* **Work instruction**
Search for the word "dead" in the entries. Each line that holds it should be copied.

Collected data

------------------------

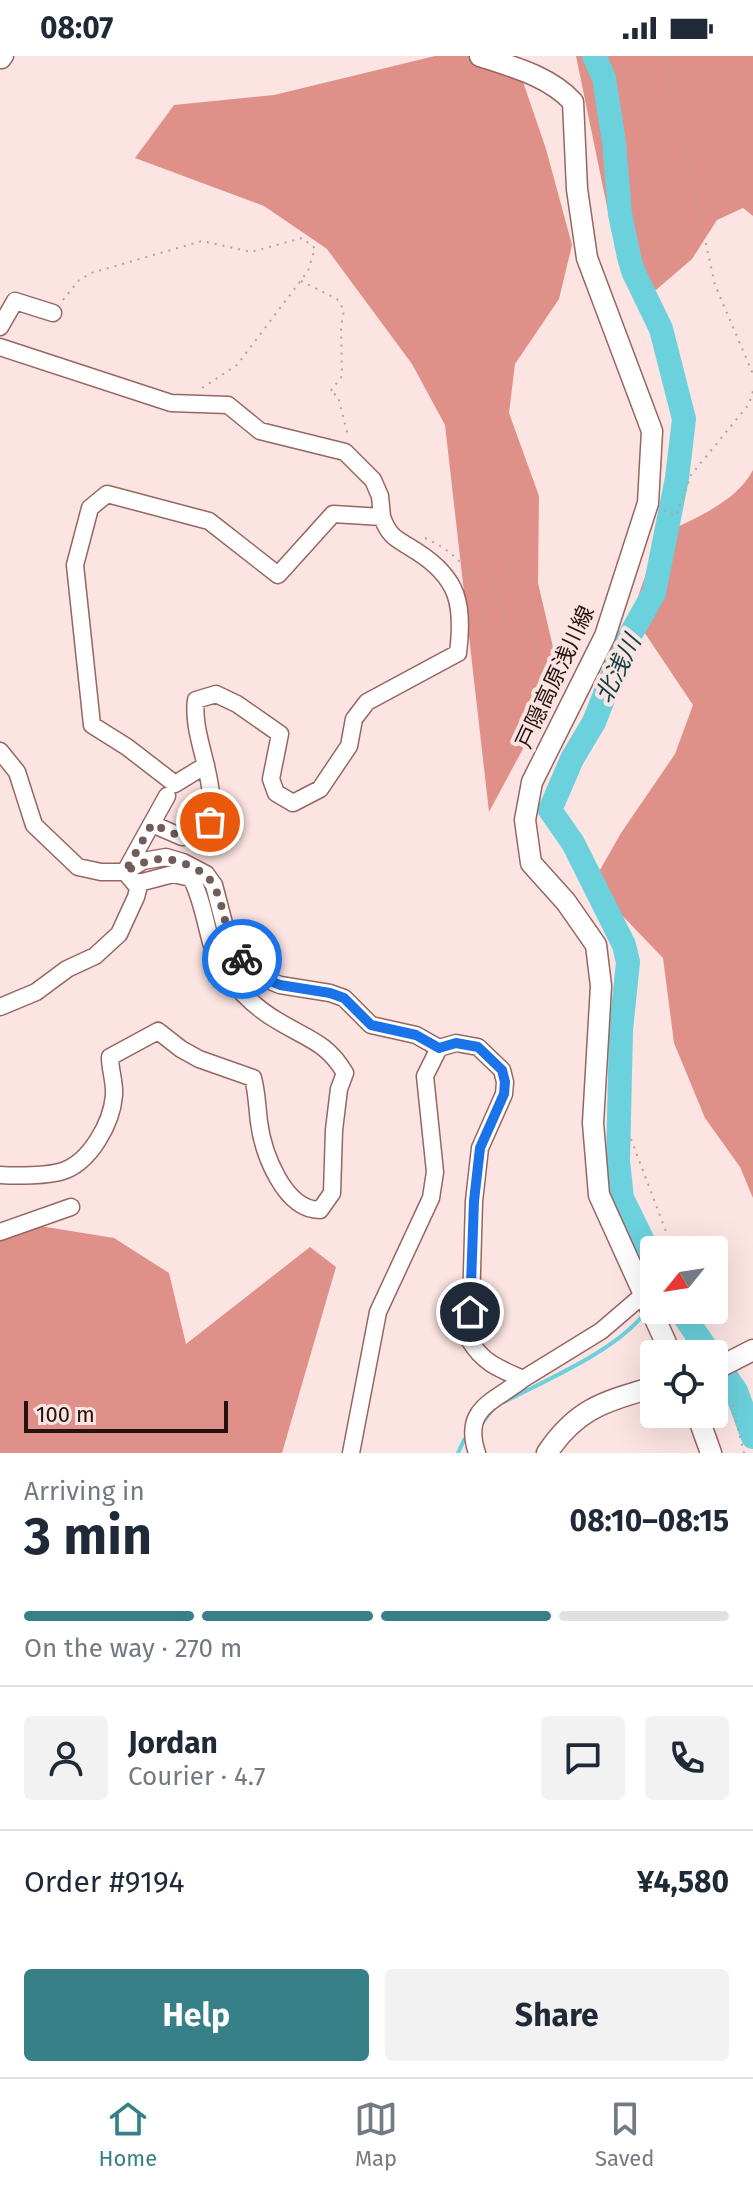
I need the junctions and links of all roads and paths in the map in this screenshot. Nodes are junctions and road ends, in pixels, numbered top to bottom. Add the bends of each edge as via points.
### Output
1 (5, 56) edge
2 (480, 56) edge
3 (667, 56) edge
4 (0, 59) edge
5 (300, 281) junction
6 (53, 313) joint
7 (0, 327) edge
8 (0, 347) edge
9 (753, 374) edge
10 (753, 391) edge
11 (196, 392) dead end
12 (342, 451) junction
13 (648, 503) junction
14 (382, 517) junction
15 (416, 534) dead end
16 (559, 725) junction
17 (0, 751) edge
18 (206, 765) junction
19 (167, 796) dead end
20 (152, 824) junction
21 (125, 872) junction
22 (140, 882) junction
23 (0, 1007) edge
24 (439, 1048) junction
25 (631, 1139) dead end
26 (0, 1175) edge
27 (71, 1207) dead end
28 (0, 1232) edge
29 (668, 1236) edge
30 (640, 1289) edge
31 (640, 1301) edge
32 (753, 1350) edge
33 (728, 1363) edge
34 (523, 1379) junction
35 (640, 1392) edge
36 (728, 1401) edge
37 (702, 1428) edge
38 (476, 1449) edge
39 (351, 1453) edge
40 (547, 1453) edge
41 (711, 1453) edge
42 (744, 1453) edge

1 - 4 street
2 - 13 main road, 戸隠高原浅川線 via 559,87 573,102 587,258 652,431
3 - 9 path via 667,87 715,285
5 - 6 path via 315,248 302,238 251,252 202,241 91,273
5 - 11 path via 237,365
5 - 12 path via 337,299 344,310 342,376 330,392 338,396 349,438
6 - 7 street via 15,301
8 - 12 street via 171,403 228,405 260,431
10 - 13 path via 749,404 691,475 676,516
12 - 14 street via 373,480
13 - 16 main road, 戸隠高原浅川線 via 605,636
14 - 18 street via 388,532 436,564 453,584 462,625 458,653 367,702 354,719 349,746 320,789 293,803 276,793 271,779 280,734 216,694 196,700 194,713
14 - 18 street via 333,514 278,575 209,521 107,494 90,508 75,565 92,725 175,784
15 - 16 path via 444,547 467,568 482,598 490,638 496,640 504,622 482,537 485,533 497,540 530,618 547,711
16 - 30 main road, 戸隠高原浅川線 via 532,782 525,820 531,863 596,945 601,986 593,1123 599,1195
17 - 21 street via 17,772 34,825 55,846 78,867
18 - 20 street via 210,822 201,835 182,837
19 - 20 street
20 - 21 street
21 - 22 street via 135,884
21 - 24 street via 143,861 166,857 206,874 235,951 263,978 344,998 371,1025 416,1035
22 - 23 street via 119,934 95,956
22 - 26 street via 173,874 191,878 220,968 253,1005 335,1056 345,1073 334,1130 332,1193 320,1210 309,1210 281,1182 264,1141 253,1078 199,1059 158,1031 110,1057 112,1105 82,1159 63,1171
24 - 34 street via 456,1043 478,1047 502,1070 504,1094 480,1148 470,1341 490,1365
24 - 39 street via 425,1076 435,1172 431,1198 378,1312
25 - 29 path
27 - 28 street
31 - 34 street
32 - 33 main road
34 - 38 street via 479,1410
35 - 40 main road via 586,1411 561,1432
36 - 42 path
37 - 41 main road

------------------------

* **Output below**
11 (196, 392) dead end
15 (416, 534) dead end
19 (167, 796) dead end
25 (631, 1139) dead end
27 (71, 1207) dead end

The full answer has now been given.